(Stored data entries)
*** Begin section ***

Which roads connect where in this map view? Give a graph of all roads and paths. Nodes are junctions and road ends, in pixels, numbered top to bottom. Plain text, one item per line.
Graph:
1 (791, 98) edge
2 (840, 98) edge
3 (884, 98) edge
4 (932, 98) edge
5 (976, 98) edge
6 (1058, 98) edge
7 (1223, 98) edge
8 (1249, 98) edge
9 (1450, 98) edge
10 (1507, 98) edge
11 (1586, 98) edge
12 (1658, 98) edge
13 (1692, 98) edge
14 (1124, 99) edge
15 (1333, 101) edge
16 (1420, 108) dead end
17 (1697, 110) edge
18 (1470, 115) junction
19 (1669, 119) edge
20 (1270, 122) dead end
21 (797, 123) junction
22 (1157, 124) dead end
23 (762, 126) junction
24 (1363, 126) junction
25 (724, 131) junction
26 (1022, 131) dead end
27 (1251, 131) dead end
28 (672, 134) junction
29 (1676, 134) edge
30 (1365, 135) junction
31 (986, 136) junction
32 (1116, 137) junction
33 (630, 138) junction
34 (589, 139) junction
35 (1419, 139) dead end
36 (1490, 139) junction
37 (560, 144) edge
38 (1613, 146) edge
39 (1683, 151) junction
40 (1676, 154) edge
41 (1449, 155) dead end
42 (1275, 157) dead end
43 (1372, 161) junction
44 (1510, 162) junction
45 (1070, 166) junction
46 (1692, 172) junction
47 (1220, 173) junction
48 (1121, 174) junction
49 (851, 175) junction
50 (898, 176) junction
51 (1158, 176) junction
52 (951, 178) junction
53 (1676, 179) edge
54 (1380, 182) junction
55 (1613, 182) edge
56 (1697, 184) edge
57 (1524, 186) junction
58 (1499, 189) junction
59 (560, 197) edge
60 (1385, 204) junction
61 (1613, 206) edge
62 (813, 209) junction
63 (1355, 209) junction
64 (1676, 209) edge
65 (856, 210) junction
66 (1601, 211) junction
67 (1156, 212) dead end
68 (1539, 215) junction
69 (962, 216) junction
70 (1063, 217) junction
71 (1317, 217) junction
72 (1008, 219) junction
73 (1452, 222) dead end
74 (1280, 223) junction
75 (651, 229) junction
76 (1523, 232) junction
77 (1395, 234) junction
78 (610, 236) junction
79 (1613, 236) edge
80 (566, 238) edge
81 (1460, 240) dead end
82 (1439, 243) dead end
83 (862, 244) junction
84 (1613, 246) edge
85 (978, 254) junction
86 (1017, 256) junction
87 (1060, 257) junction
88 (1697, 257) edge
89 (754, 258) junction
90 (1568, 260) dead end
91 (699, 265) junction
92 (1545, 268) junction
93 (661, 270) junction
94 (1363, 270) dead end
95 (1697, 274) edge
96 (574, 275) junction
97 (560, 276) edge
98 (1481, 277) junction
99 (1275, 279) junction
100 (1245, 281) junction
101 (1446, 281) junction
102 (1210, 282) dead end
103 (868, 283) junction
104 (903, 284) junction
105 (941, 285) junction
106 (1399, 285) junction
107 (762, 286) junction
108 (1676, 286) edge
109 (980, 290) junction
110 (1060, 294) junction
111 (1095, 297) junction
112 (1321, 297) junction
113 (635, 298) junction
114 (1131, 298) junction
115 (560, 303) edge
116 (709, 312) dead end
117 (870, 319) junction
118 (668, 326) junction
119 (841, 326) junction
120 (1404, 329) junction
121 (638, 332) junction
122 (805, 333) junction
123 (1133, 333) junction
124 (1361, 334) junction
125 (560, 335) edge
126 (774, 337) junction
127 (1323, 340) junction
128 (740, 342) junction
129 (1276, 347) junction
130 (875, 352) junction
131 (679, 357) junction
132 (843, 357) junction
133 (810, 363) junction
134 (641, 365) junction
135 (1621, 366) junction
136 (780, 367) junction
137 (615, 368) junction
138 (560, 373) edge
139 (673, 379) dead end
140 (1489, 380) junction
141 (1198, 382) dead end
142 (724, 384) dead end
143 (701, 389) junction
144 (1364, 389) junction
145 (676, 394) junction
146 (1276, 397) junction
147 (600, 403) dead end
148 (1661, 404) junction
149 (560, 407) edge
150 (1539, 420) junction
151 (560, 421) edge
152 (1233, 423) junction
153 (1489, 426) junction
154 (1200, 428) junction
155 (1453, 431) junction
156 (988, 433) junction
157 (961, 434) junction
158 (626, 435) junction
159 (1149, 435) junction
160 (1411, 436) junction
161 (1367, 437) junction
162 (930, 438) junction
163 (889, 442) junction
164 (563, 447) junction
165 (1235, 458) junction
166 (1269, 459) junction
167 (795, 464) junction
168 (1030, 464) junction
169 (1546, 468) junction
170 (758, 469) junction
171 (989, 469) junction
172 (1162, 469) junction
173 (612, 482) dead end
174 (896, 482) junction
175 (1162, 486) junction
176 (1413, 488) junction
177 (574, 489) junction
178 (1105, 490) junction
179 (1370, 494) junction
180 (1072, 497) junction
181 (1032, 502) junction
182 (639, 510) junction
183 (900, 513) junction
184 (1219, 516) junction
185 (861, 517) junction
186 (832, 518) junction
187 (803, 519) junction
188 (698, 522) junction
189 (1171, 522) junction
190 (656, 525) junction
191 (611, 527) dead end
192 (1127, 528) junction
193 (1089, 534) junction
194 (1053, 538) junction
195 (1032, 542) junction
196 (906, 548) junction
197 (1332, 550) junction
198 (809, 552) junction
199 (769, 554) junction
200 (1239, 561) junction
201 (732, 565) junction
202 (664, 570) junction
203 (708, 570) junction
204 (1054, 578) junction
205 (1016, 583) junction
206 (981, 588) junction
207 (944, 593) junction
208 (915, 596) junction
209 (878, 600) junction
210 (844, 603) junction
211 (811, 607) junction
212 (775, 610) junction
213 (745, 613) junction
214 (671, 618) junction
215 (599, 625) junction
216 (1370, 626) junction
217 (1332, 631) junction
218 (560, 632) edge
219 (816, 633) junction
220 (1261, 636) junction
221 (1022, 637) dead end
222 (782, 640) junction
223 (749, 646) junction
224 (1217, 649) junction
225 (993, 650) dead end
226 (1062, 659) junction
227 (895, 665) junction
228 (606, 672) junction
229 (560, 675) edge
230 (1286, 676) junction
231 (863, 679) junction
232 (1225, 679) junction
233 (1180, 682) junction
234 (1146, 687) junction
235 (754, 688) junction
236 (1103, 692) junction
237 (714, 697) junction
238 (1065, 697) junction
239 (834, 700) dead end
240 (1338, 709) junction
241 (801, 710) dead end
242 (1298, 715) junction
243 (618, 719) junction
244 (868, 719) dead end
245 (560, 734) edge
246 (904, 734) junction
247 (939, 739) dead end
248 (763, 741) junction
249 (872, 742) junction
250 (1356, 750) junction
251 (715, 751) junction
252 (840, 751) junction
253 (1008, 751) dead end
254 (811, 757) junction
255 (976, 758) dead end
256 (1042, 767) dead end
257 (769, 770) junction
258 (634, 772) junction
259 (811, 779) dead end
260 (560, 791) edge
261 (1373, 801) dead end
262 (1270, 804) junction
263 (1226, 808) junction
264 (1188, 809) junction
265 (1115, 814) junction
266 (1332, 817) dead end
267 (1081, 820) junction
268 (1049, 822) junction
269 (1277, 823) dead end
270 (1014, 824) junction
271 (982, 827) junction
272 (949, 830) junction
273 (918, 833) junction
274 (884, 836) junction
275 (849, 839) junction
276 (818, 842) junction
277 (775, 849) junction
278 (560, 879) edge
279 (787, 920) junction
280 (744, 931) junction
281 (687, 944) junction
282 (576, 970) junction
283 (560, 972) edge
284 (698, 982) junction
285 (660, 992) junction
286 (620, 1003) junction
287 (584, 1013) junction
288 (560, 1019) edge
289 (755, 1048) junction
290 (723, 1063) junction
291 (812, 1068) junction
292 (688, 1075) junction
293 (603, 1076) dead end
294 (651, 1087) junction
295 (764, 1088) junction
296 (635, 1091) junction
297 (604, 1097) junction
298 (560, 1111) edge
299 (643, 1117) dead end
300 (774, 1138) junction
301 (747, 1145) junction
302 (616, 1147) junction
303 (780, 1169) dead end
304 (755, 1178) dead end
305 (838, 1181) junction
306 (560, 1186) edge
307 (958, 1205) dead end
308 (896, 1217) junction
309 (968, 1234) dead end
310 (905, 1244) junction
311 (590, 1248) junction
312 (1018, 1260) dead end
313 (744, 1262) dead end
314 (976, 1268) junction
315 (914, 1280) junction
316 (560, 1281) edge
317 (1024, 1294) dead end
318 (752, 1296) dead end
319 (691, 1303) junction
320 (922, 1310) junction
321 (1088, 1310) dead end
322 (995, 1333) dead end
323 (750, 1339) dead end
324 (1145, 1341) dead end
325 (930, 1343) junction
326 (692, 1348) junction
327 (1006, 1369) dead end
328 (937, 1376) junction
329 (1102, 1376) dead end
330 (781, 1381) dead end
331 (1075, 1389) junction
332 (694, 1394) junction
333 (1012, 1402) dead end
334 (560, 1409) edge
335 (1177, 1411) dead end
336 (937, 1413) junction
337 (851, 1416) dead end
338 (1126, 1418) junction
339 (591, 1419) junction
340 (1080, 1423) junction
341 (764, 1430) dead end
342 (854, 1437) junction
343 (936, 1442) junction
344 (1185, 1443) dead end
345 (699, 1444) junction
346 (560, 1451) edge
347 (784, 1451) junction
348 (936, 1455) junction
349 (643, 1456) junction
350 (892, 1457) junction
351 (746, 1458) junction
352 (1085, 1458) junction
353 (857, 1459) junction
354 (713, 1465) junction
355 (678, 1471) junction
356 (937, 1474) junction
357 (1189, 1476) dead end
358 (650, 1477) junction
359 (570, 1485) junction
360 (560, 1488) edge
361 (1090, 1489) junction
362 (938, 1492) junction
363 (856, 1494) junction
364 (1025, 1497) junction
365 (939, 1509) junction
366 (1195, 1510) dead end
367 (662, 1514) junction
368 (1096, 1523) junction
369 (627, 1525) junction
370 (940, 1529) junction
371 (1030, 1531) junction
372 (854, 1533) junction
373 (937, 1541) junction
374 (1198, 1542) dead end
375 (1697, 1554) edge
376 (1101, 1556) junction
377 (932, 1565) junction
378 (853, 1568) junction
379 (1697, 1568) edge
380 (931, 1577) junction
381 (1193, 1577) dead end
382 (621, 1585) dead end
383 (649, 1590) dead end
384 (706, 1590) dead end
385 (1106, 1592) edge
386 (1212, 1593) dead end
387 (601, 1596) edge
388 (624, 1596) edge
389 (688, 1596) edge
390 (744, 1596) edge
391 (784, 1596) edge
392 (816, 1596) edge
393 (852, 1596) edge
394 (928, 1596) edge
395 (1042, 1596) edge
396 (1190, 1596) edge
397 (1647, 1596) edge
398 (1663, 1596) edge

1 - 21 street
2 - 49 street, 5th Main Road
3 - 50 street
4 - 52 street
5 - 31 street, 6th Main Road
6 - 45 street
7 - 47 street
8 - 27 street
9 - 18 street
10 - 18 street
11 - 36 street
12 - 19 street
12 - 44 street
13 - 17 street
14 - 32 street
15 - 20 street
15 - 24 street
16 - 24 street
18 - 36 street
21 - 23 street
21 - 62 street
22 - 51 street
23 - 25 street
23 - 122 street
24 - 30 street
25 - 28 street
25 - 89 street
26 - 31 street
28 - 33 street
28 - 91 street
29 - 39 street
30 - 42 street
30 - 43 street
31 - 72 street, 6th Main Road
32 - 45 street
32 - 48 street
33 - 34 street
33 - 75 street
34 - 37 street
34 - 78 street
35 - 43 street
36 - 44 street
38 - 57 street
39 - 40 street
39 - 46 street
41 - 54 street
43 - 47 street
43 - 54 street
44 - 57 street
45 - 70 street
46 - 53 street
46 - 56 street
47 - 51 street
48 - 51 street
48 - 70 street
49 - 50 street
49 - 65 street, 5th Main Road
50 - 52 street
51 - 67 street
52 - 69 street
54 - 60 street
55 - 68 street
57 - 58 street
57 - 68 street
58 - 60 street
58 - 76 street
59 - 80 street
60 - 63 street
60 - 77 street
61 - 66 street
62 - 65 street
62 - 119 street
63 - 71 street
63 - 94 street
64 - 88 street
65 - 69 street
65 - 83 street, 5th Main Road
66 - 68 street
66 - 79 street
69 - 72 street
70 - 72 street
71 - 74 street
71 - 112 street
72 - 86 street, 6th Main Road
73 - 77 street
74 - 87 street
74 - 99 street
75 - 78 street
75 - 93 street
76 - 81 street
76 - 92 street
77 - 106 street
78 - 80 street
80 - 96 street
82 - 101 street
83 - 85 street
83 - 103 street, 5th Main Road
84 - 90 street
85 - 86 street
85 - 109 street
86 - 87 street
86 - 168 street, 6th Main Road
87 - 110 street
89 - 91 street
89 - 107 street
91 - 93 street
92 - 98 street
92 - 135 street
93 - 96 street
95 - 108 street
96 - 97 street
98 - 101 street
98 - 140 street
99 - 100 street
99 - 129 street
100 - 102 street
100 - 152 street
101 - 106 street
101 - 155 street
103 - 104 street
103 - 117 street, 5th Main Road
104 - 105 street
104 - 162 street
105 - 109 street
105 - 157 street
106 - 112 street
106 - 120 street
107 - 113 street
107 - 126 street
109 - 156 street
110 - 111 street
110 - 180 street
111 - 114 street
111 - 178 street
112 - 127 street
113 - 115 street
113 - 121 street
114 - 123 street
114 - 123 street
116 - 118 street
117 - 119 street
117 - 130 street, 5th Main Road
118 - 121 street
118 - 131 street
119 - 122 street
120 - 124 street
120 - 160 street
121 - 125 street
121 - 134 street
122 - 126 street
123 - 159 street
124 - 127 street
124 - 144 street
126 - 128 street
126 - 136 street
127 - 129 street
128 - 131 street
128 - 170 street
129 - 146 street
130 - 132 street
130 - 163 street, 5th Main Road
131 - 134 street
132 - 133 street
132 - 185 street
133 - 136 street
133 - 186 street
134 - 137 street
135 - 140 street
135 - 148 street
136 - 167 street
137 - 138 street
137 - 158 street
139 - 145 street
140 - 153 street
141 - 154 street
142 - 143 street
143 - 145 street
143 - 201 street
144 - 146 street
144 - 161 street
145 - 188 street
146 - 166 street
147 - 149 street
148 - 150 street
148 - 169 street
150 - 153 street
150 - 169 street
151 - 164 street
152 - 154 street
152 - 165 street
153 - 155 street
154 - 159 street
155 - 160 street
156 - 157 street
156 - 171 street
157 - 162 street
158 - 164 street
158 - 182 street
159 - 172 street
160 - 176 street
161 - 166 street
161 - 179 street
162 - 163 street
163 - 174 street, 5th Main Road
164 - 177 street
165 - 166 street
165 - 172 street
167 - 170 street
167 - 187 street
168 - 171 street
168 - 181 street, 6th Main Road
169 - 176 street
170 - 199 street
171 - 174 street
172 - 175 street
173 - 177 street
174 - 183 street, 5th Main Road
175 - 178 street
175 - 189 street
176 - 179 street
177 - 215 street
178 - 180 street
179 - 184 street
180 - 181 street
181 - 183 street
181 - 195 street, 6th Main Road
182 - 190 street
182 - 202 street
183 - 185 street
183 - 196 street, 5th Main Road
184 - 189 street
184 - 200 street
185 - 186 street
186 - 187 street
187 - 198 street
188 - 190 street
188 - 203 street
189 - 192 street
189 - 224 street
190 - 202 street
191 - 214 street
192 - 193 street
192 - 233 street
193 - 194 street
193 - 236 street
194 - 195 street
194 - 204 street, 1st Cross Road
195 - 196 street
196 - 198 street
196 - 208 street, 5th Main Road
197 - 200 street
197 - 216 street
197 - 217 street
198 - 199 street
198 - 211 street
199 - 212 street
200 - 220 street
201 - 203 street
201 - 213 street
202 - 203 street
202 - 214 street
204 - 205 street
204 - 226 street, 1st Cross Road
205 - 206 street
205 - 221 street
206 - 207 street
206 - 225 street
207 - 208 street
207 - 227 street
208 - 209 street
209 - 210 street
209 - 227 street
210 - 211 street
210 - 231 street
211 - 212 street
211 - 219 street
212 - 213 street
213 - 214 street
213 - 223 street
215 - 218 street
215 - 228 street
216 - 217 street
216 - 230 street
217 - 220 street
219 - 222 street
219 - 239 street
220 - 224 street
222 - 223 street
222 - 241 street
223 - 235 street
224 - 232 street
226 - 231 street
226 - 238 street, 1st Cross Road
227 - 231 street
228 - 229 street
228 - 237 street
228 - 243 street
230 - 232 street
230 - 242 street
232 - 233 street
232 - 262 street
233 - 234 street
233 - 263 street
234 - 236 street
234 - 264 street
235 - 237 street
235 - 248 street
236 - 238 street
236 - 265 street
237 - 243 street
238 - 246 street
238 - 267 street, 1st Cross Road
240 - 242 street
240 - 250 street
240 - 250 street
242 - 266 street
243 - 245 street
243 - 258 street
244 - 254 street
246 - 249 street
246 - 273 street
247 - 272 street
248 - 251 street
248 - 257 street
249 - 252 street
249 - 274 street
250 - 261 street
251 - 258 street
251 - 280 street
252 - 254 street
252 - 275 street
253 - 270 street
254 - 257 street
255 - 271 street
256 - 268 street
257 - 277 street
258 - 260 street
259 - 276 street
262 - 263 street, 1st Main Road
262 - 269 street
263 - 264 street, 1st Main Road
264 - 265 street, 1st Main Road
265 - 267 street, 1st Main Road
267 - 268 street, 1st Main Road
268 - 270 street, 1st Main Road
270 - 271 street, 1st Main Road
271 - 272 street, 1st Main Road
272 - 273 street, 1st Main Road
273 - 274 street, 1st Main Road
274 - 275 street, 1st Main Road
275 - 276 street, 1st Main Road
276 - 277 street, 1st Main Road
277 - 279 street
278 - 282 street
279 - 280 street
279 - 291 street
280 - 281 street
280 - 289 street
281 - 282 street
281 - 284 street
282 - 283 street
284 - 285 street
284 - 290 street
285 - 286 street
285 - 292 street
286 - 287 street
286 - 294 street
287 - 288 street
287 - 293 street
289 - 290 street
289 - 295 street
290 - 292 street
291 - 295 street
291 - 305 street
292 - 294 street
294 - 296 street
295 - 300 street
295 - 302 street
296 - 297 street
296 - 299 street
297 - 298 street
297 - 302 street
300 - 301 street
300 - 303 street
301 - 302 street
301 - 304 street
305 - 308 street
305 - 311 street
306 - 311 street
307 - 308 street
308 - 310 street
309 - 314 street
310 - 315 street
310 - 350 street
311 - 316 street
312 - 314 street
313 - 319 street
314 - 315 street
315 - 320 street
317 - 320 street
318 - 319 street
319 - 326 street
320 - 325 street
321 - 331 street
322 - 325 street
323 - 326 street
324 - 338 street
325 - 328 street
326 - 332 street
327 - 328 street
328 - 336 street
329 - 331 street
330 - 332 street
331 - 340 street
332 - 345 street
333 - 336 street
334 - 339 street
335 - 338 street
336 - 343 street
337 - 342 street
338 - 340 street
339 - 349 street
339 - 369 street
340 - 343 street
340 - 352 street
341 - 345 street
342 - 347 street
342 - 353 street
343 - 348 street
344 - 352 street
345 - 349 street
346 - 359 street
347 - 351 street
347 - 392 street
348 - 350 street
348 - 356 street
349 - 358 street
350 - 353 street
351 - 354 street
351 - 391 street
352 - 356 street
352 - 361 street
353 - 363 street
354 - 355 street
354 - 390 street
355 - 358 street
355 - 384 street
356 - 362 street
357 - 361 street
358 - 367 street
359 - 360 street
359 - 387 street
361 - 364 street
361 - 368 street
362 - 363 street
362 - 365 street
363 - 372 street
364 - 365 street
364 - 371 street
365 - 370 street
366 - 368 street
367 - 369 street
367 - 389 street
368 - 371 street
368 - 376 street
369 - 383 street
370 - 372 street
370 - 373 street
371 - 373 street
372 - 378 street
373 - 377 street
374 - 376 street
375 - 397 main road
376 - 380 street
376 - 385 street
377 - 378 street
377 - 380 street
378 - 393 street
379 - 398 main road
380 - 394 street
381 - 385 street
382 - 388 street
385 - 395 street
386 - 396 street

*** End section ***

Your task: Where a line of the records includes "Cross", copy it.

Written solution:
194 - 204 street, 1st Cross Road
204 - 226 street, 1st Cross Road
226 - 238 street, 1st Cross Road
238 - 267 street, 1st Cross Road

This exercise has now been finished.